When John Scully was born, America was in the midst of an epidemic: tens of thousands of children in the United States were falling ill with paralytic poliomyelitis — otherwise known as polio, a disease that attacks the central nervous system and often leaves its victims partially or fully paralyzed.

"As kids, we were all afraid of getting polio," he says, "because if you got polio, you could end up in the dreaded iron lung and we were all terrified of those." Iron lungs were respirators that enclosed most of a person's body; people with severe cases often would end up in these respirators as they fought for their lives.

John remembers going to see matinee showings of cowboy movies on Saturdays and, before the movie, shorts would run. "Usually they showed the news," he says, "but I just remember seeing this one clip warning us about polio and it just showed all these kids in iron lungs." If kids survived the iron lung, they'd often come back to school on crutches, in leg braces, or in wheelchairs.

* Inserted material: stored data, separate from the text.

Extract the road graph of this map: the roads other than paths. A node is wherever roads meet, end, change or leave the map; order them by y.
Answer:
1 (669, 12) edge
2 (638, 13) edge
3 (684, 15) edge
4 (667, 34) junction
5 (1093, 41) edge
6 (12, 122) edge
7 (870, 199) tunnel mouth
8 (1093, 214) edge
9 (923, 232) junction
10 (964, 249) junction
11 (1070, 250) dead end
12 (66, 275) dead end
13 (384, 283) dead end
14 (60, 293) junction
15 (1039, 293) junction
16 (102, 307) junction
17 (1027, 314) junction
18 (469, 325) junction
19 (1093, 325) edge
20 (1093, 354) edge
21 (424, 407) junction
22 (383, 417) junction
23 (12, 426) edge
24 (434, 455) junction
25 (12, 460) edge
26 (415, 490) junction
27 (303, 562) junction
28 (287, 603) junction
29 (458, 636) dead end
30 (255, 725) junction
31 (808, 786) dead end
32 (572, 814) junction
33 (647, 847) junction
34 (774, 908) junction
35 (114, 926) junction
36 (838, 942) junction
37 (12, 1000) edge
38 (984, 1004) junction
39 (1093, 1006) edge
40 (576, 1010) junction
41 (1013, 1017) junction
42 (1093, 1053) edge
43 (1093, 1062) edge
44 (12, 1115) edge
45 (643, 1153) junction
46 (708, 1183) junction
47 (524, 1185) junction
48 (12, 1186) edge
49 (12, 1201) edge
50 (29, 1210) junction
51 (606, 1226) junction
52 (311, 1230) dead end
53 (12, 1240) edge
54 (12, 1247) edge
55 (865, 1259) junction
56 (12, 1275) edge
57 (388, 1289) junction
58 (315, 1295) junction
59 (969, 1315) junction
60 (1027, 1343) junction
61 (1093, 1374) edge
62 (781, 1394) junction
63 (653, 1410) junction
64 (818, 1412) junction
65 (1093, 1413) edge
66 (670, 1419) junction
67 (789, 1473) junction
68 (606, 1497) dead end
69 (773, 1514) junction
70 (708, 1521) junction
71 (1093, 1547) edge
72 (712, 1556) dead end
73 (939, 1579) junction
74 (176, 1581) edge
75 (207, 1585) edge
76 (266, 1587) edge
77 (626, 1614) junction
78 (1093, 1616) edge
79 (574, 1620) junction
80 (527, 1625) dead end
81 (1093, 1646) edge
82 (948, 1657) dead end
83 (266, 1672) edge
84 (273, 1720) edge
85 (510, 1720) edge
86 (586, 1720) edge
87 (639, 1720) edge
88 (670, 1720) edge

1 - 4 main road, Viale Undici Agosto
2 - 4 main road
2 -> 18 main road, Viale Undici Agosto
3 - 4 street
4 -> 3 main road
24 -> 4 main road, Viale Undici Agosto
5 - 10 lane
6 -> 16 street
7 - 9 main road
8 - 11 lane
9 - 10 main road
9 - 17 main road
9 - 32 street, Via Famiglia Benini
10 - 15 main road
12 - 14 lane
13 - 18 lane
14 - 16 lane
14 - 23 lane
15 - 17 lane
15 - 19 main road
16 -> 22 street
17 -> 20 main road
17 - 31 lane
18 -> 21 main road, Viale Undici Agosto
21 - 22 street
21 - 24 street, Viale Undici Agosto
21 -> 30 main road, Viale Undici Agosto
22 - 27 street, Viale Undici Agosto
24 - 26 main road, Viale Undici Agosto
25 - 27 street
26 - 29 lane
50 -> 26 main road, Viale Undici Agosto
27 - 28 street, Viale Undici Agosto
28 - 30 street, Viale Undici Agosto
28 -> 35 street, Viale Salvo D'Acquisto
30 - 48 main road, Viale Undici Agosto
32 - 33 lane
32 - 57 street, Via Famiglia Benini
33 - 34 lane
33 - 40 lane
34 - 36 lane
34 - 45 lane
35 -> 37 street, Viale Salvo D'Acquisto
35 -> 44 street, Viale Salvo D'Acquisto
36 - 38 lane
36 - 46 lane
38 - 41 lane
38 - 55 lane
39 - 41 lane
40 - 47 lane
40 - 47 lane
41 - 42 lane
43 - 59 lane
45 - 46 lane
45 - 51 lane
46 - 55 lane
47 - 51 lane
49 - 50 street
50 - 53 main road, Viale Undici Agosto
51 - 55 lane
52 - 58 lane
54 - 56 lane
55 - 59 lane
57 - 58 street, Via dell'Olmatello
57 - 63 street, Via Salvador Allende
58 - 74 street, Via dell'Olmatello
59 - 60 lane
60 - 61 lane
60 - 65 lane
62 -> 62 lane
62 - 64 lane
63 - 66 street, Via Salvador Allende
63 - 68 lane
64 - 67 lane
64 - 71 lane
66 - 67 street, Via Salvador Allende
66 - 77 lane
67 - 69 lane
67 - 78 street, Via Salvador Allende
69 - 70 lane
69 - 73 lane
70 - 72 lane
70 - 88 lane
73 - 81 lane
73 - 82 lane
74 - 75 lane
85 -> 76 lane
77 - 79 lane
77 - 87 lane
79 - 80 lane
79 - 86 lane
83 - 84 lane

"We all tried to be really careful in the summer — or, as we called it back then, 'polio season,''" John says. This was because every year around Memorial Day, major outbreaks would begin to emerge and they'd spike sometime around August. People weren't really sure how the disease spread at the time, but many believed it traveled through the water. There was no cure — and every child was susceptible to getting sick with it.

"We couldn't swim in hot weather," he remembers, "and the municipal outdoor pool would close down in August."

Then, in 1954 clinical trials began for Dr. Jonas Salk's vaccine against polio and within a year, his vaccine was announced safe. "I got that vaccine at school," John says. Within two years, U.S. polio cases had dropped 85-95 percent — even before a second vaccine was developed by Dr. Albert Sabin in the 1960s. "I remember how much better things got after the vaccines came out. They changed everything," John says.